(Saved entries)
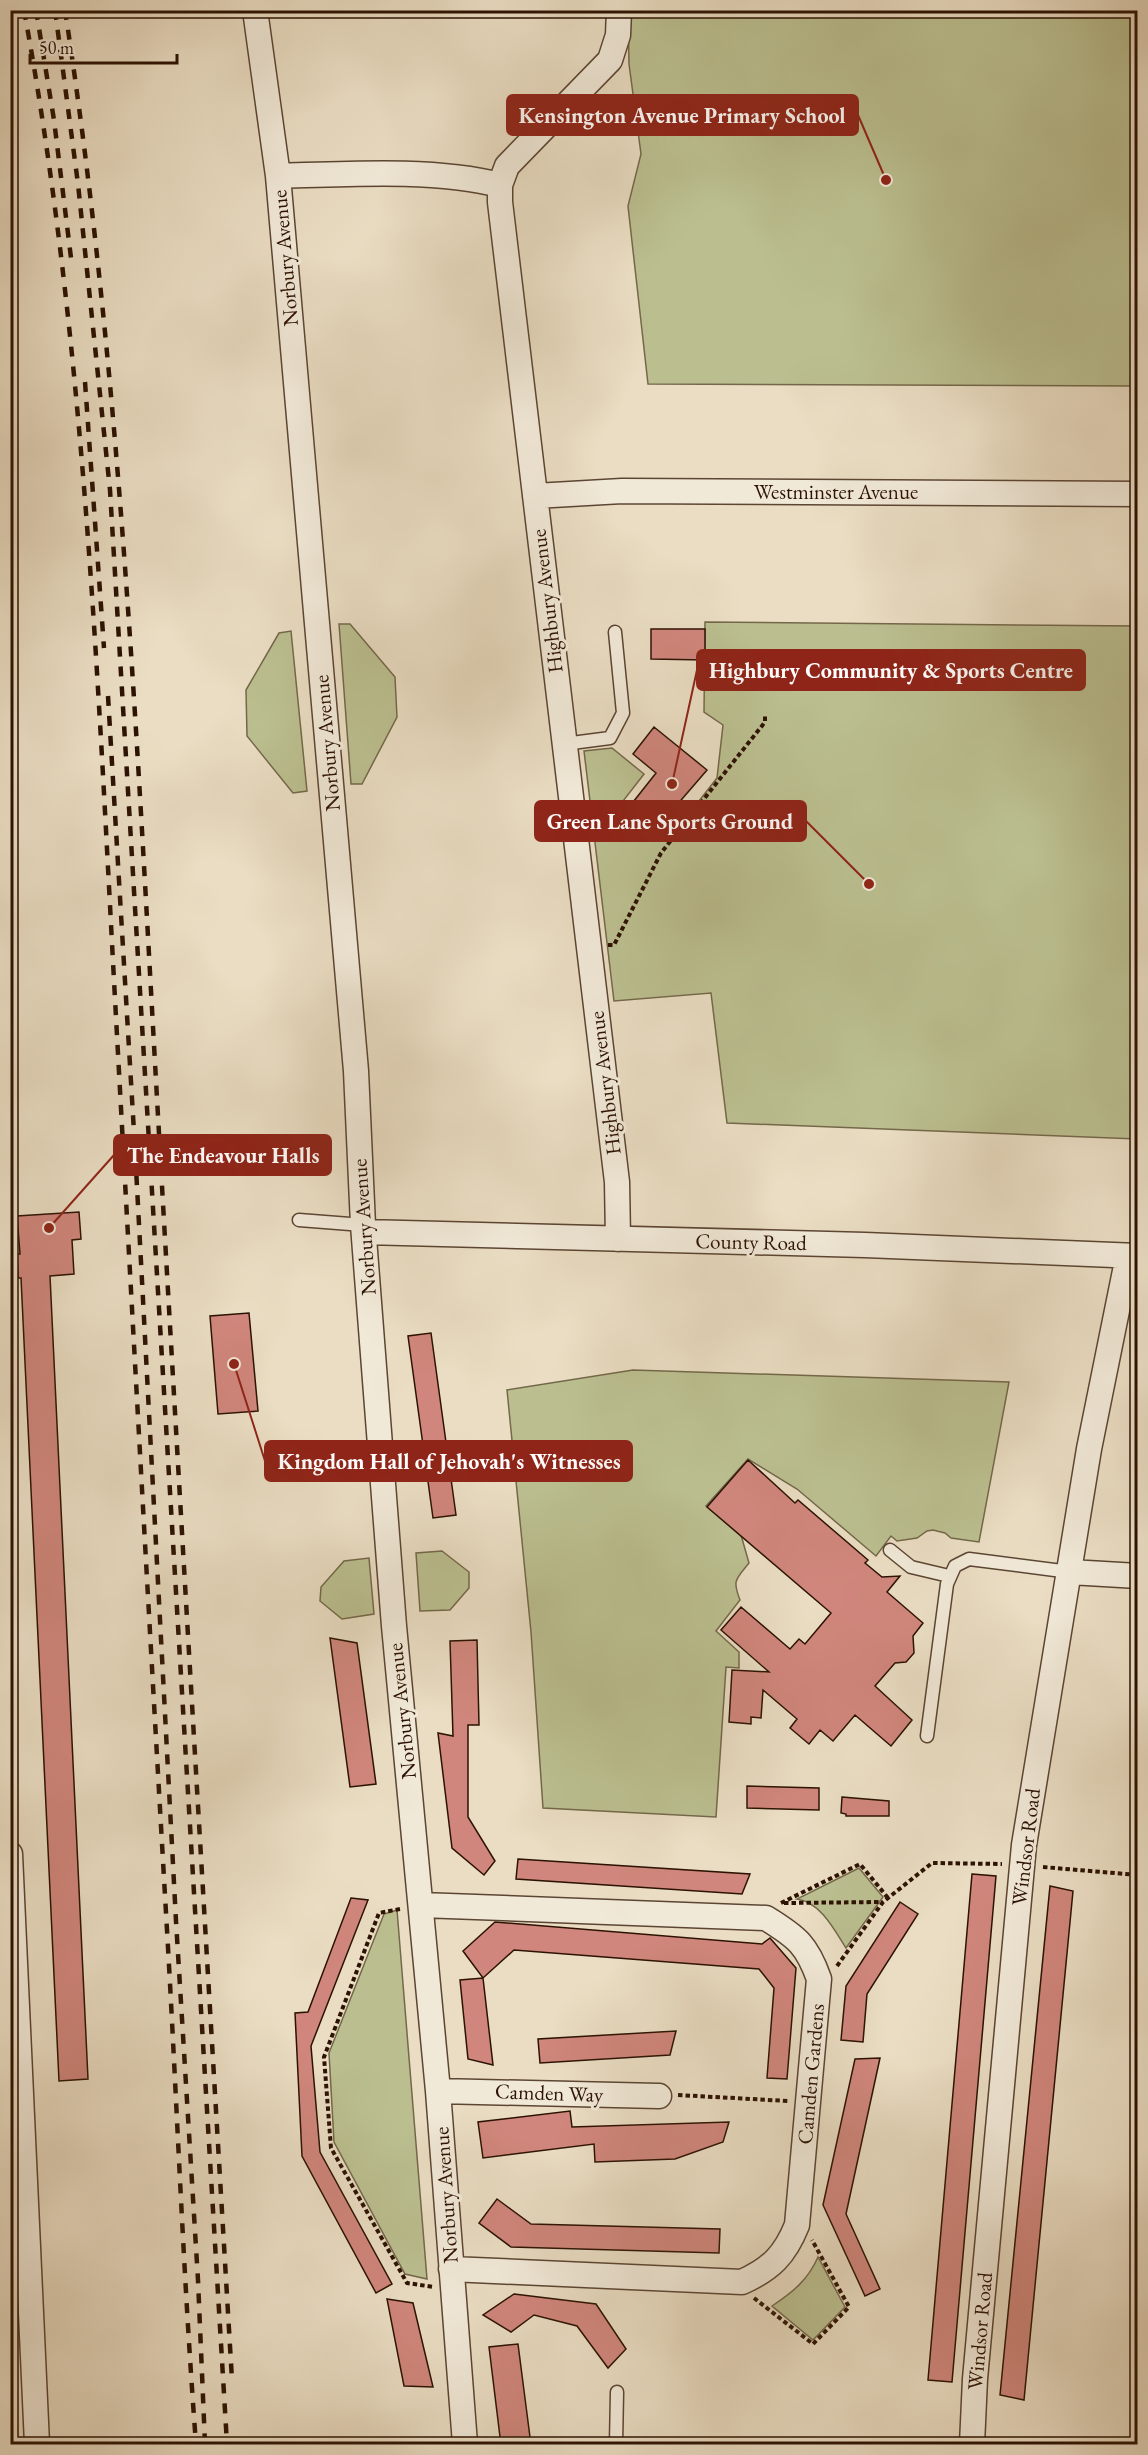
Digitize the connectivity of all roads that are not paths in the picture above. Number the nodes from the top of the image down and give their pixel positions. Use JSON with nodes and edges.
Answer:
{"nodes":[{"id":1,"x":255,"y":10,"type":"edge"},
{"id":2,"x":619,"y":10,"type":"edge"},
{"id":3,"x":278,"y":176,"type":"junction"},
{"id":4,"x":500,"y":185,"type":"junction"},
{"id":5,"x":1137,"y":494,"type":"edge"},
{"id":6,"x":535,"y":496,"type":"junction"},
{"id":7,"x":615,"y":632,"type":"dead end"},
{"id":8,"x":564,"y":744,"type":"junction"},
{"id":9,"x":299,"y":1220,"type":"dead end"},
{"id":10,"x":363,"y":1228,"type":"junction"},
{"id":11,"x":618,"y":1239,"type":"junction"},
{"id":12,"x":1133,"y":1256,"type":"edge"},
{"id":13,"x":890,"y":1550,"type":"dead end"},
{"id":14,"x":1070,"y":1572,"type":"junction"},
{"id":15,"x":950,"y":1576,"type":"junction"},
{"id":16,"x":1137,"y":1576,"type":"edge"},
{"id":17,"x":927,"y":1736,"type":"dead end"},
{"id":18,"x":10,"y":1854,"type":"edge"},
{"id":19,"x":421,"y":1905,"type":"junction"},
{"id":20,"x":438,"y":2091,"type":"junction"},
{"id":21,"x":659,"y":2096,"type":"road end"},
{"id":22,"x":452,"y":2280,"type":"junction"},
{"id":23,"x":617,"y":2392,"type":"dead end"},
{"id":24,"x":36,"y":2445,"type":"edge"},
{"id":25,"x":465,"y":2445,"type":"edge"},
{"id":26,"x":616,"y":2445,"type":"edge"},
{"id":27,"x":972,"y":2445,"type":"edge"}],
"edges":[{"from":1,"to":3,"type":"street","name":"Norbury Avenue"},
{"from":2,"to":4,"type":"street"},
{"from":3,"to":4,"type":"street"},
{"from":3,"to":10,"type":"street","name":"Norbury Avenue"},
{"from":4,"to":6,"type":"street","name":"Highbury Avenue"},
{"from":5,"to":6,"type":"street","name":"Westminster Avenue"},
{"from":6,"to":8,"type":"street","name":"Highbury Avenue"},
{"from":7,"to":8,"type":"lane"},
{"from":8,"to":11,"type":"street","name":"Highbury Avenue"},
{"from":9,"to":10,"type":"lane"},
{"from":10,"to":11,"type":"street","name":"County Road"},
{"from":10,"to":19,"type":"street","name":"Norbury Avenue"},
{"from":11,"to":12,"type":"street","name":"County Road"},
{"from":12,"to":14,"type":"street","name":"Windsor Road"},
{"from":13,"to":15,"type":"lane"},
{"from":14,"to":15,"type":"lane"},
{"from":14,"to":16,"type":"street"},
{"from":14,"to":27,"type":"street","name":"Windsor Road"},
{"from":15,"to":17,"type":"lane"},
{"from":18,"to":24,"type":"street"},
{"from":19,"to":20,"type":"street","name":"Norbury Avenue"},
{"from":19,"to":22,"type":"street","name":"Camden Gardens"},
{"from":20,"to":21,"type":"street","name":"Camden Way"},
{"from":20,"to":22,"type":"street","name":"Norbury Avenue"},
{"from":22,"to":25,"type":"street","name":"Norbury Avenue"},
{"from":23,"to":26,"type":"lane"}]}
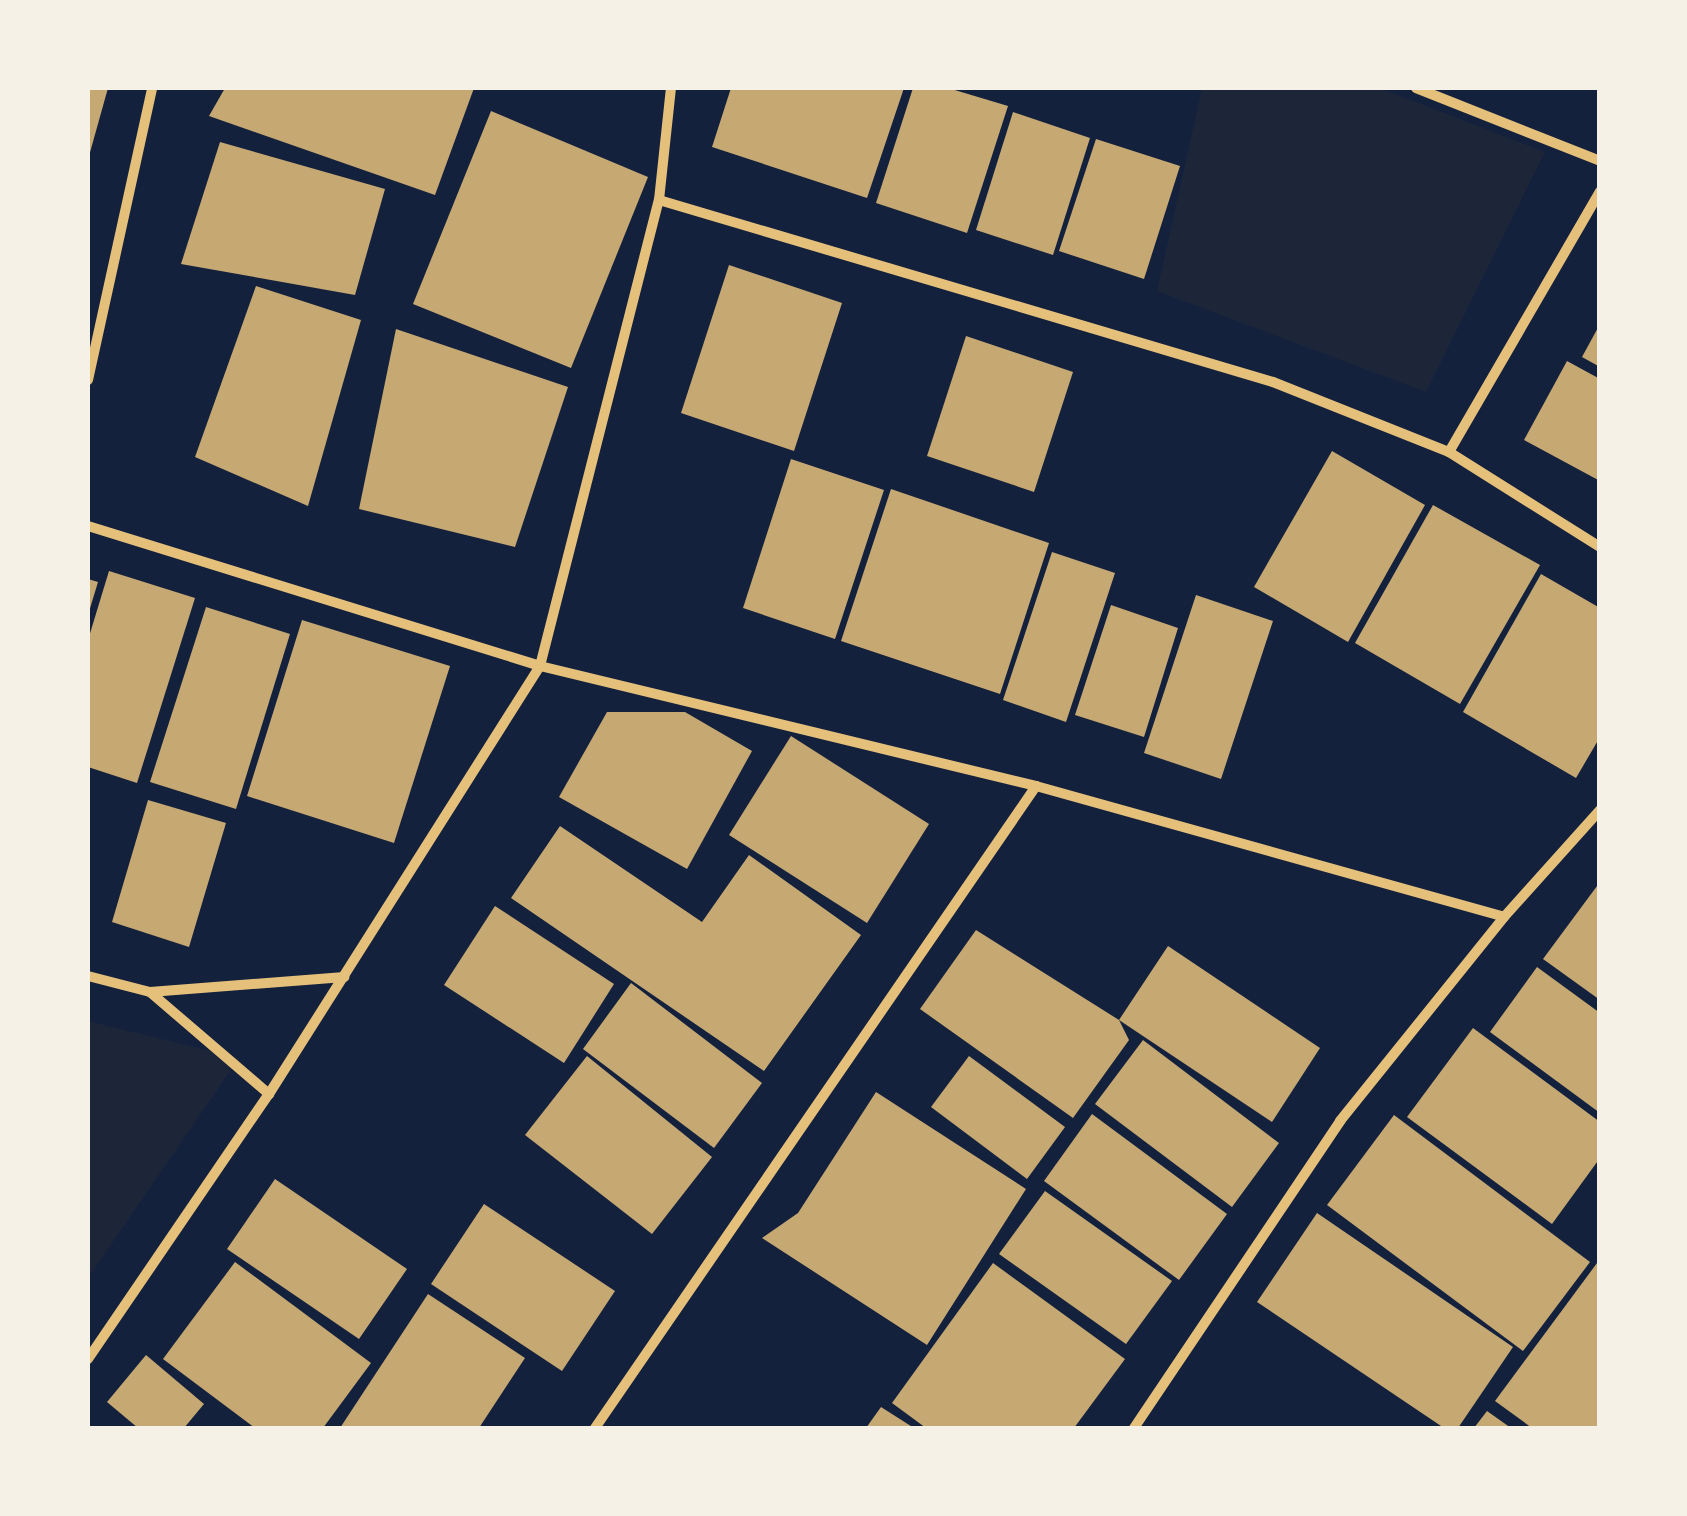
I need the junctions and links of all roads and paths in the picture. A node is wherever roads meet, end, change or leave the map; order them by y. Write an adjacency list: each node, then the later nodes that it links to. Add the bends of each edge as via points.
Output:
1 (152, 88): 7 (street)
2 (670, 88): 6 (street)
3 (1416, 88): 4 (street)
4 (1600, 161)
5 (1600, 192): 8 (street)
6 (659, 200): 8 (street, via 1272,382); 11 (street)
7 (88, 380)
8 (1449, 452): 10 (street)
9 (88, 526): 11 (street)
10 (1600, 547)
11 (540, 666): 12 (street); 16 (street)
12 (1036, 786): 14 (street); 20 (street)
13 (1600, 810): 14 (street)
14 (1504, 917): 21 (street, via 1340,1121)
15 (88, 976): 17 (street)
16 (344, 977): 17 (street); 18 (street)
17 (150, 992): 18 (street)
18 (269, 1094): 19 (street)
19 (88, 1359)
20 (595, 1428)
21 (1134, 1428)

TASK:
Set down every record above exactly as it stands, but skip the pictures.

OUTPUT:
Digitize the connectivity of all roads that are not paths in the picture above. Number the nodes from the top of the image down and give their pixel positions. Use JSON with nodes and edges.
Answer:
{"nodes":[{"id":1,"x":255,"y":10,"type":"edge"},
{"id":2,"x":619,"y":10,"type":"edge"},
{"id":3,"x":278,"y":176,"type":"junction"},
{"id":4,"x":500,"y":185,"type":"junction"},
{"id":5,"x":1137,"y":494,"type":"edge"},
{"id":6,"x":535,"y":496,"type":"junction"},
{"id":7,"x":615,"y":632,"type":"dead end"},
{"id":8,"x":564,"y":744,"type":"junction"},
{"id":9,"x":299,"y":1220,"type":"dead end"},
{"id":10,"x":363,"y":1228,"type":"junction"},
{"id":11,"x":618,"y":1239,"type":"junction"},
{"id":12,"x":1133,"y":1256,"type":"edge"},
{"id":13,"x":890,"y":1550,"type":"dead end"},
{"id":14,"x":1070,"y":1572,"type":"junction"},
{"id":15,"x":950,"y":1576,"type":"junction"},
{"id":16,"x":1137,"y":1576,"type":"edge"},
{"id":17,"x":927,"y":1736,"type":"dead end"},
{"id":18,"x":10,"y":1854,"type":"edge"},
{"id":19,"x":421,"y":1905,"type":"junction"},
{"id":20,"x":438,"y":2091,"type":"junction"},
{"id":21,"x":659,"y":2096,"type":"road end"},
{"id":22,"x":452,"y":2280,"type":"junction"},
{"id":23,"x":617,"y":2392,"type":"dead end"},
{"id":24,"x":36,"y":2445,"type":"edge"},
{"id":25,"x":465,"y":2445,"type":"edge"},
{"id":26,"x":616,"y":2445,"type":"edge"},
{"id":27,"x":972,"y":2445,"type":"edge"}],
"edges":[{"from":1,"to":3,"type":"street","name":"Norbury Avenue"},
{"from":2,"to":4,"type":"street"},
{"from":3,"to":4,"type":"street"},
{"from":3,"to":10,"type":"street","name":"Norbury Avenue"},
{"from":4,"to":6,"type":"street","name":"Highbury Avenue"},
{"from":5,"to":6,"type":"street","name":"Westminster Avenue"},
{"from":6,"to":8,"type":"street","name":"Highbury Avenue"},
{"from":7,"to":8,"type":"lane"},
{"from":8,"to":11,"type":"street","name":"Highbury Avenue"},
{"from":9,"to":10,"type":"lane"},
{"from":10,"to":11,"type":"street","name":"County Road"},
{"from":10,"to":19,"type":"street","name":"Norbury Avenue"},
{"from":11,"to":12,"type":"street","name":"County Road"},
{"from":12,"to":14,"type":"street","name":"Windsor Road"},
{"from":13,"to":15,"type":"lane"},
{"from":14,"to":15,"type":"lane"},
{"from":14,"to":16,"type":"street"},
{"from":14,"to":27,"type":"street","name":"Windsor Road"},
{"from":15,"to":17,"type":"lane"},
{"from":18,"to":24,"type":"street"},
{"from":19,"to":20,"type":"street","name":"Norbury Avenue"},
{"from":19,"to":22,"type":"street","name":"Camden Gardens"},
{"from":20,"to":21,"type":"street","name":"Camden Way"},
{"from":20,"to":22,"type":"street","name":"Norbury Avenue"},
{"from":22,"to":25,"type":"street","name":"Norbury Avenue"},
{"from":23,"to":26,"type":"lane"}]}
I need the junctions and links of all roads and paths in the picture. A node is wherever roads meet, end, change or leave the map; order them by y. Write an adjacency list: each node, then the later nodes that it links to. Add the bends of each edge as via points.
Output:
1 (152, 88): 7 (street)
2 (670, 88): 6 (street)
3 (1416, 88): 4 (street)
4 (1600, 161)
5 (1600, 192): 8 (street)
6 (659, 200): 8 (street, via 1272,382); 11 (street)
7 (88, 380)
8 (1449, 452): 10 (street)
9 (88, 526): 11 (street)
10 (1600, 547)
11 (540, 666): 12 (street); 16 (street)
12 (1036, 786): 14 (street); 20 (street)
13 (1600, 810): 14 (street)
14 (1504, 917): 21 (street, via 1340,1121)
15 (88, 976): 17 (street)
16 (344, 977): 17 (street); 18 (street)
17 (150, 992): 18 (street)
18 (269, 1094): 19 (street)
19 (88, 1359)
20 (595, 1428)
21 (1134, 1428)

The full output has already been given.